Sep 28, 2020 | 1 min read
Lynn Margulis was an American evolutionary biologist whose Serial Endosymbiotic Theory of eukaryotic cell development revolutionized the modern concept of how life arose on Earth.
It was during the late 1960’s that she published her formative and also her most influential paper, “On the Origin of Mitosing Cells”. In her article, Margulis hypothesized that mitochondria and plastids owing to their similarities to earlier
prokaryotic bacteria, might have originated endosymbiotically from prokaryotic progenitors, i.e these progenitors would have started living in close proximity in a mutualistic fashion, and this close knit association ultimately led to the
formation of modern eukaryotic cells. Margulis’ article was notable as it was perhaps the first unified theory of eukaryogenesis. However this theory was met with a lot of hostility - being rejected about 15 times, before it
was substantiated through genetic evidence.

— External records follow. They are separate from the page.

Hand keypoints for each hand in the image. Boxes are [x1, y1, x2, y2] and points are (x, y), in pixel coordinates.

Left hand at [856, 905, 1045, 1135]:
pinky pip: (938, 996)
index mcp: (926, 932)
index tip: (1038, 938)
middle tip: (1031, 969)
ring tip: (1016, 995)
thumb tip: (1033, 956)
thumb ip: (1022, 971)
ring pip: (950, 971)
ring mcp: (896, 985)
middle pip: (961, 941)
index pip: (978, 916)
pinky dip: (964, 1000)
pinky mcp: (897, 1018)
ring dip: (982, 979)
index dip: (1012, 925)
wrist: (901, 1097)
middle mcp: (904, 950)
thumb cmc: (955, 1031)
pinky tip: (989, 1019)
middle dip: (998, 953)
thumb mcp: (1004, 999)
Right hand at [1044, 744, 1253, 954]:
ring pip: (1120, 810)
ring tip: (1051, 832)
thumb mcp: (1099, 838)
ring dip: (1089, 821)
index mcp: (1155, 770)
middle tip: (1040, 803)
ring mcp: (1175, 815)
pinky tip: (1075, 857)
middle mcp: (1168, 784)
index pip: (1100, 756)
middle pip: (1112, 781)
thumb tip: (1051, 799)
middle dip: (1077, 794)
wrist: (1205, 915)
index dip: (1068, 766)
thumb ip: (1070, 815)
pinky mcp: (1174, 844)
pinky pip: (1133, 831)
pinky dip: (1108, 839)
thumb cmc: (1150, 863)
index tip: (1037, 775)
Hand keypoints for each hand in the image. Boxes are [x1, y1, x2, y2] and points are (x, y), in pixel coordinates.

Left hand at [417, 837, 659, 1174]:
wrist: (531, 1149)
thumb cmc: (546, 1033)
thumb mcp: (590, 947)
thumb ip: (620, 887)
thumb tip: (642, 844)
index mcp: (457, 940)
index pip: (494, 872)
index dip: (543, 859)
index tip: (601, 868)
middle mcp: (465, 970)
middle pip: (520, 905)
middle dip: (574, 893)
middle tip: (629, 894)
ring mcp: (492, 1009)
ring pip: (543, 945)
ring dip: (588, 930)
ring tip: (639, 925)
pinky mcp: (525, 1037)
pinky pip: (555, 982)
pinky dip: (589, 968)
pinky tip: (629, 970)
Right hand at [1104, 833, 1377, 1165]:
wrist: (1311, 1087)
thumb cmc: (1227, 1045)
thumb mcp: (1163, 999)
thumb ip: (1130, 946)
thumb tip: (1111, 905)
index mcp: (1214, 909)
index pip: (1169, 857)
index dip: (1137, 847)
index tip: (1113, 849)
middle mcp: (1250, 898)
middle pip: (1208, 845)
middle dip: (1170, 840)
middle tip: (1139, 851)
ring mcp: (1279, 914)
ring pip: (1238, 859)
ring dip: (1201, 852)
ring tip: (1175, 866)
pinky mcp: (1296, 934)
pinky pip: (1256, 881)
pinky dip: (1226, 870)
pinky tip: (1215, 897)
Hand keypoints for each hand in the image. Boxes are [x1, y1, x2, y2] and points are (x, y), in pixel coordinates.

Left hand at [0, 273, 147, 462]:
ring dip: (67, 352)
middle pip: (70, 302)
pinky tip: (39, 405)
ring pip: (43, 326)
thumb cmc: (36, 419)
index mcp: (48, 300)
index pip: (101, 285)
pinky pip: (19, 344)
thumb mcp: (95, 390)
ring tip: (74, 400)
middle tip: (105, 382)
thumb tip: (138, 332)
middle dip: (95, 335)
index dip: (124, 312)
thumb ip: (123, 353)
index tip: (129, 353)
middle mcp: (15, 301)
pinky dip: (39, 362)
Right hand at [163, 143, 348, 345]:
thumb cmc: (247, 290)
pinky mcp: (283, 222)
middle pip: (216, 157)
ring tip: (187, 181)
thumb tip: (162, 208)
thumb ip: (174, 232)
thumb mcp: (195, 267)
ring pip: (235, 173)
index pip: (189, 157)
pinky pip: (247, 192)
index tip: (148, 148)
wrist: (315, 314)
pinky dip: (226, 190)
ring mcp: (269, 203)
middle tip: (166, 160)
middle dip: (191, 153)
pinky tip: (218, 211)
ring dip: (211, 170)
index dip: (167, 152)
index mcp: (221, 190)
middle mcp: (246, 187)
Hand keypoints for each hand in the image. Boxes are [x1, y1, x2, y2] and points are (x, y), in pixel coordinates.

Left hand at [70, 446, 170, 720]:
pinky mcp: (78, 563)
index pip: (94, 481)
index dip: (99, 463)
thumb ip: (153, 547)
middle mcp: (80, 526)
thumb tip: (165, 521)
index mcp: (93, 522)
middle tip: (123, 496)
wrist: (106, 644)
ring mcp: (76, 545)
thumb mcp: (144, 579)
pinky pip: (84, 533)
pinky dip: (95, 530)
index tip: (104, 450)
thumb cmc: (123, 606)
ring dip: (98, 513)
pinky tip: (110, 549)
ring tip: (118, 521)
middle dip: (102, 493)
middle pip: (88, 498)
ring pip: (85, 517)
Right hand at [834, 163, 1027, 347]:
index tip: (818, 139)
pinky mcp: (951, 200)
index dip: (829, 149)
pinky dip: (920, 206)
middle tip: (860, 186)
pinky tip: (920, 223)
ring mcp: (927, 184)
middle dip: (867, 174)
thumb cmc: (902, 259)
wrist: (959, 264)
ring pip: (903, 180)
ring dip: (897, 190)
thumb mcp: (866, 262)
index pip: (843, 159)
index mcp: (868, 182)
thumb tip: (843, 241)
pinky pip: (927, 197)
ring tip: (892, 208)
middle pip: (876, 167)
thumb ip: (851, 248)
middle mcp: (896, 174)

Once the genes inside organelles were explored, it was seen that the genes inside chloroplasts of some species of algae bore little resemblance to the genes in the algae's nuclei, however chloroplast DNA, as it turns out was actually cyanobacterial DNA. Peptidoglycan layer (integral component of bacterial cell wall) was also noticed in the chloroplasts of glaucophytes. The DNA in mitochondria, meanwhile, resembled the group of bacteria that cause typhus.
It became clear that symbiotic events had a profound impact on the organization and complexity of many forms of life and evolution is more flexible than was once believed.